Please give my kindest regards to Mr. Pitcairn.  Tell him to save me one of those cigars and a thimble full of that brandy for another hopeful future visit…

Sincerely yours,

Thomas Hastings

(October 1896)

Dear Mrs. Pitcairn

Sincerest thank you for the very pleasant day spent with you at Bethayres which both Mrs. Carrère and myself enjoyed so thoroughly.

It was a pleasant day to see Cairnwood again especially since it has lost its purely architectural character and its newness and become a home and assumed in a great many ways its individuality as such. Mrs.

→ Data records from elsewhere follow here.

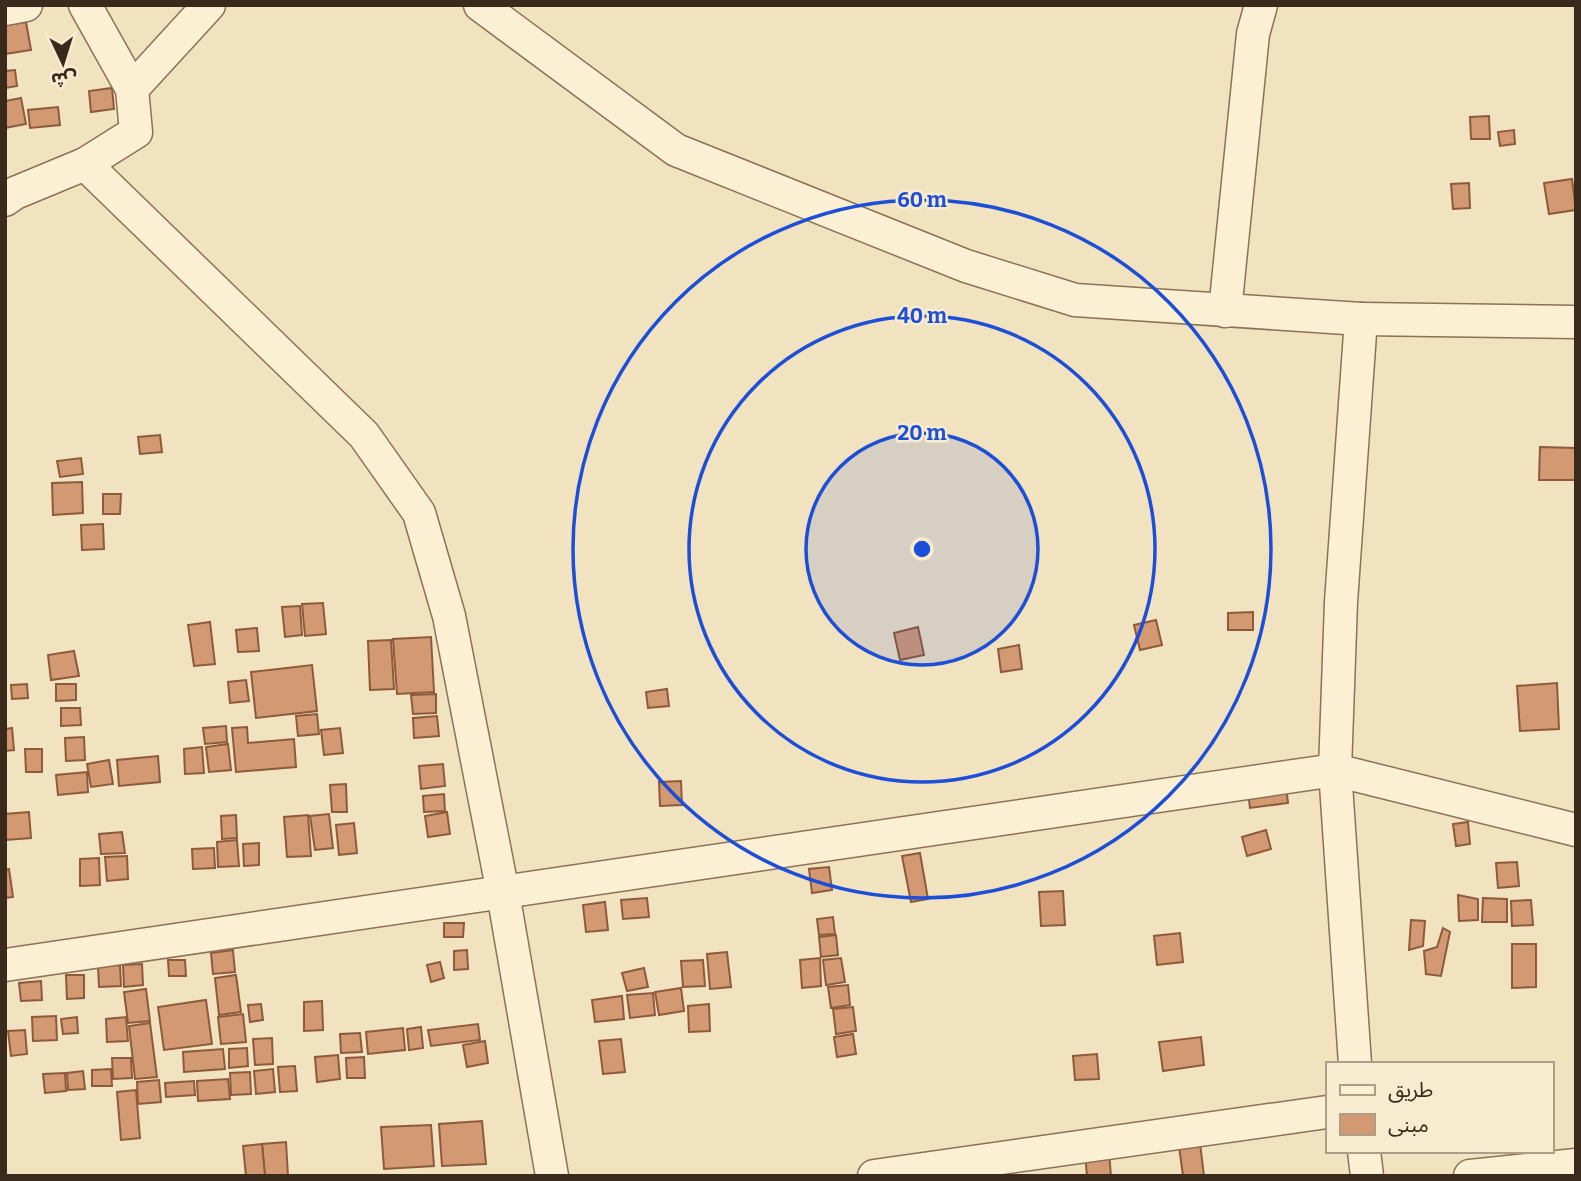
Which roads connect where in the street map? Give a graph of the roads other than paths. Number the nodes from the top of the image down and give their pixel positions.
1 (26, 5) edge
2 (85, 5) edge
3 (209, 5) edge
4 (480, 5) edge
5 (1261, 5) edge
6 (5, 9) edge
7 (132, 89) junction
8 (85, 164) junction
9 (5, 200) edge
10 (1226, 311) junction
11 (1361, 319) junction
12 (1576, 322) edge
13 (1335, 770) junction
14 (1576, 830) edge
15 (503, 893) junction
16 (5, 965) edge
17 (1355, 1062) edge
18 (1326, 1112) edge
19 (1364, 1153) edge
20 (1576, 1166) edge
21 (552, 1176) edge
22 (874, 1176) edge
23 (1367, 1176) edge
24 (1470, 1176) edge

1 - 6 street
2 - 7 street
3 - 7 street
4 - 10 street
5 - 10 street
7 - 8 street
8 - 9 street
8 - 15 street
10 - 11 street
11 - 12 street
11 - 13 street
13 - 14 street
13 - 15 street
13 - 17 street
15 - 16 street
15 - 21 street
18 - 22 street
19 - 23 street
20 - 24 street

Carrère was also pleased to see it after having so often heard about it. It will be pleasant to remember and see again after it has its history to tell—which [  ] hope may be a happy and cheerful tale.

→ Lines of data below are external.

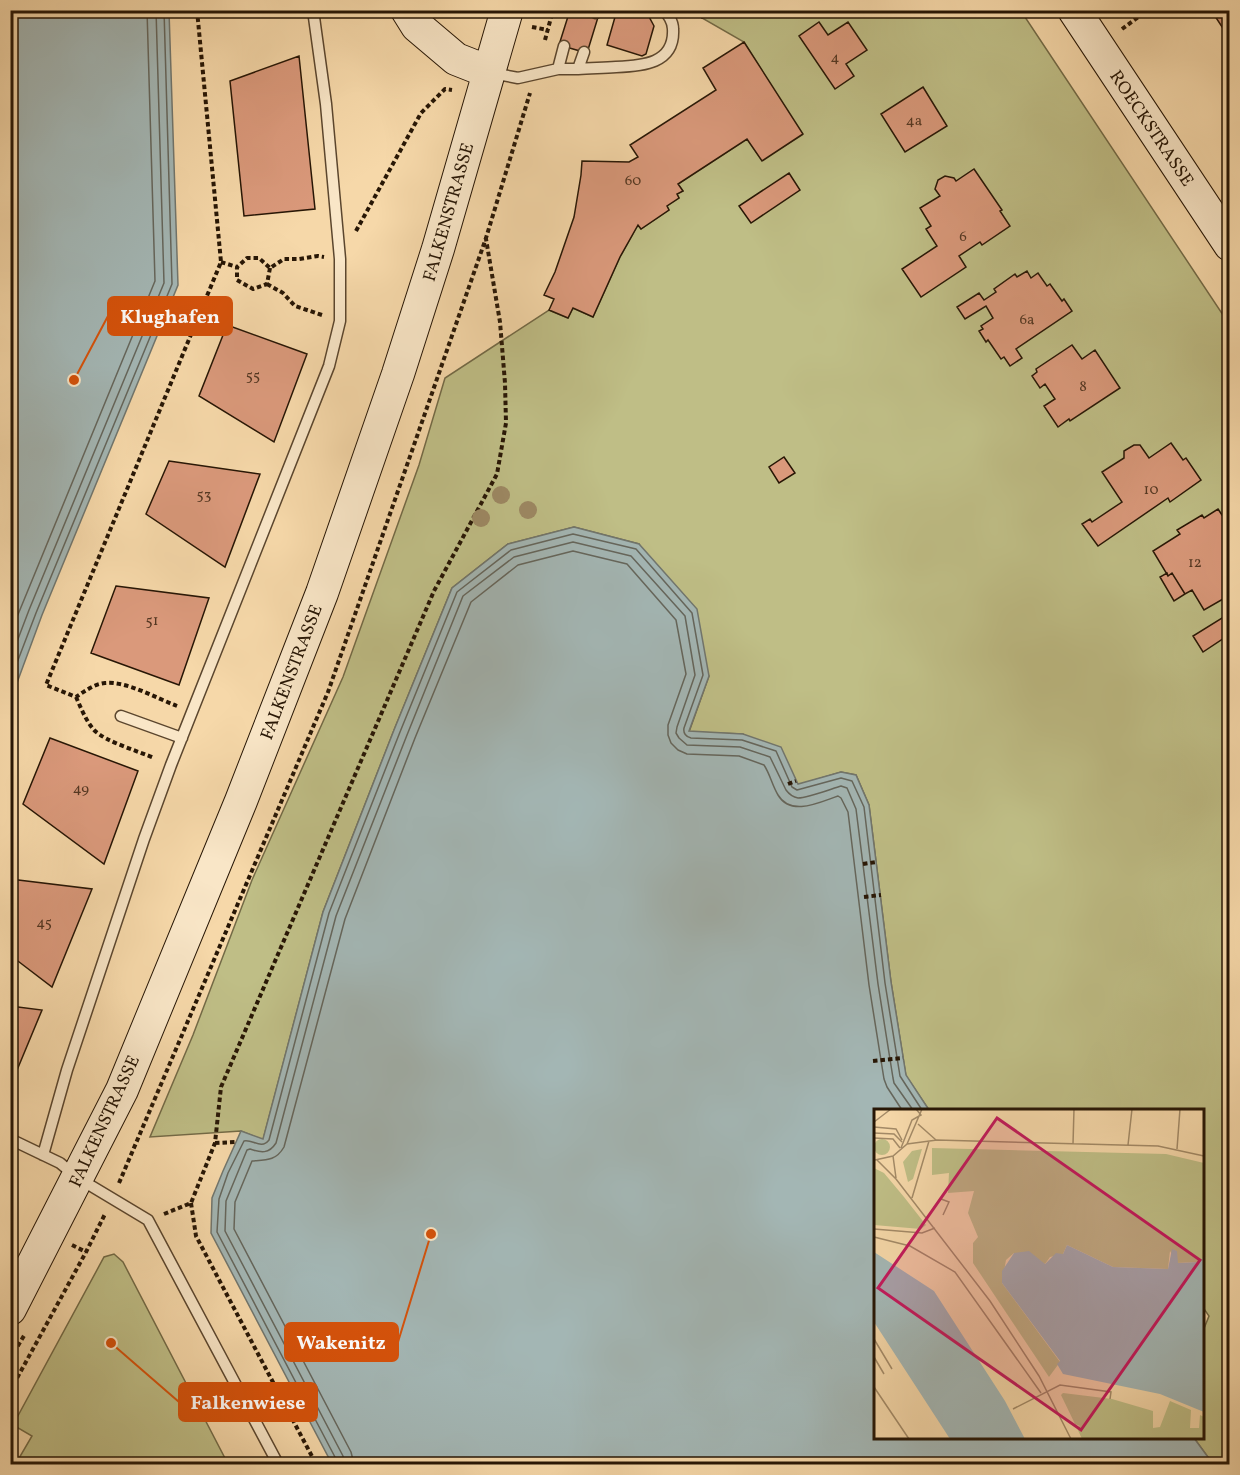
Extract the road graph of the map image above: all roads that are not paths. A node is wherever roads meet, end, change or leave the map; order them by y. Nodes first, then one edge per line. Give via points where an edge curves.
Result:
1 (313, 10) edge
2 (407, 10) edge
3 (662, 10) edge
4 (1074, 10) edge
5 (520, 19) edge
6 (564, 46) dead end
7 (584, 52) dead end
8 (477, 67) junction
9 (558, 69) junction
10 (578, 69) junction
11 (1230, 245) edge
12 (121, 716) dead end
13 (182, 738) junction
14 (10, 1139) edge
15 (44, 1155) junction
16 (78, 1178) junction
17 (10, 1309) edge
18 (278, 1464) edge

1 - 13 lane via 340,259 340,321 329,366
2 - 8 main road via 417,26 456,59
3 - 10 lane via 673,24 674,41 665,54 650,64
4 - 11 main road, ROECKSTRASSE
5 - 8 main road, FALKENSTRASSE
6 - 9 lane
7 - 10 lane
8 - 9 lane via 518,78
8 - 16 main road, FALKENSTRASSE via 438,249 322,593 122,1090
9 - 10 lane
12 - 13 lane
13 - 15 lane via 67,1070
14 - 15 lane
15 - 16 lane
16 - 17 main road, FALKENSTRASSE
16 - 18 lane via 148,1220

 I enclose a circular which I have marked for Mr. Pitcairn as I believe it will interest to him—It relates to the subject of plate glass which he discussed with us.

 Sincerely yours,

 John M. Carrère

 (1896)

Dear Mrs. Pitcairn,

 I have so often thought of the delightful visit which I so much enjoyed with you all that I am prompted to write you not only to tell you how much I enjoyed my visit but also to tell you how much pleased I was with the interest you take in your place and the care you have taken of it. I must tell you that I do not think that I have ever built a house for anyone who has taken such an intelligent interest in further developing what I have endeavored to accomplish. So much is dependent upon the good taste and judgment of the client that the architect ofttimes (sic) suffers—when he is not really responsible. I cannot resist the impulse I feel in writing you how much pleased I was to see the great improvements accomplished. Hoping soon to see you again and with kindest regards to Mr. Pitcairn…

 Always faithfully yours,

Thomas Hastings[iv]

 A Sampling of Notable Works 1887-1929

  • City Planning:
    • Atlantic City, NJ (1907); Hartford, CT (1911); Mount Vernon Square, MD (1917)
  • Commercial Buildings:
    • Ponce De Leon & Alcazar Hotels, FL (1887-88)
    • Jefferson Hotel, VA (1893)
    • Royal Bank of Canada (1906), and Bank of Toronto, Ontario, Canada (1913)
    • Standard Oil Building NY, (1926,1928)
  • Civic and Academic Works:
    • Bicentennial Buildings, Yale University, CT (1903, 1926)
    • Staten Island Ferry Terminal, NY (1905)
    • Senate and House offices, Washington D.C. (1903-1909)
    • Manhattan Bridge, anchorages and approaches, NY (1909)
    • Arlington Memorial Amphitheater, NC (1920)
    • New York Public Library, NYC (1897-1911)
    • Carnegie Institution, Washington D.C. (1909) and Carnegie Branch Libraries (1905-1929)
    • Pulitzer Fountain, Grand Army Plaza, NYC Central Park, NY (1911)
  • Country House Estates:
    • Vernon Court (Mrs. Richard Gambrill), CT (1900)
    • Whitehall (Henry Flagler), FL (1902)
    • Nemours (Alfred DuPont), DE (1910)
  • City Houses:
    • F.H. Goodyear House, NY (1903 )
    • The Frick House (Henry Clay Frick), NYC (1914)

Further Reading:

  • Carrere & Hastings, Architects. Vol. 1 & II. New York: Acanthus Press. Mark Hewitt, Kate Lemos, William Morrison, and Charles Warren. 2006.
  • Carrere & Hastings, The Masterworks. New York: Rizzoli International Publications, Inc. Laurie Ossman and Heather Ewing.


[i] Mark Hewitt et al., Carrere and Hastings, Architects. Vol 1 (New York: Acanthus Press, 2006), 11-17.

[ii] Ingrid Steffenson, The New York Public Library, a Beaux-Arts Landmark (New York: The New York Public Library in association with Scala Published Ltd, 2003), 12-13.

[iii] Paul LeClerc, New York Public Library President as quoted in Carrere and Hastings, Architects. Vol 1 (New York: Acanthus Press, 2006), 9.

[iv] Letter Transcriptions from Thomas Hastings and John Carrère, to Gertrude S. Pitcairn. Glencairn Museum Archives, Bryn Athyn, Pennsylvania.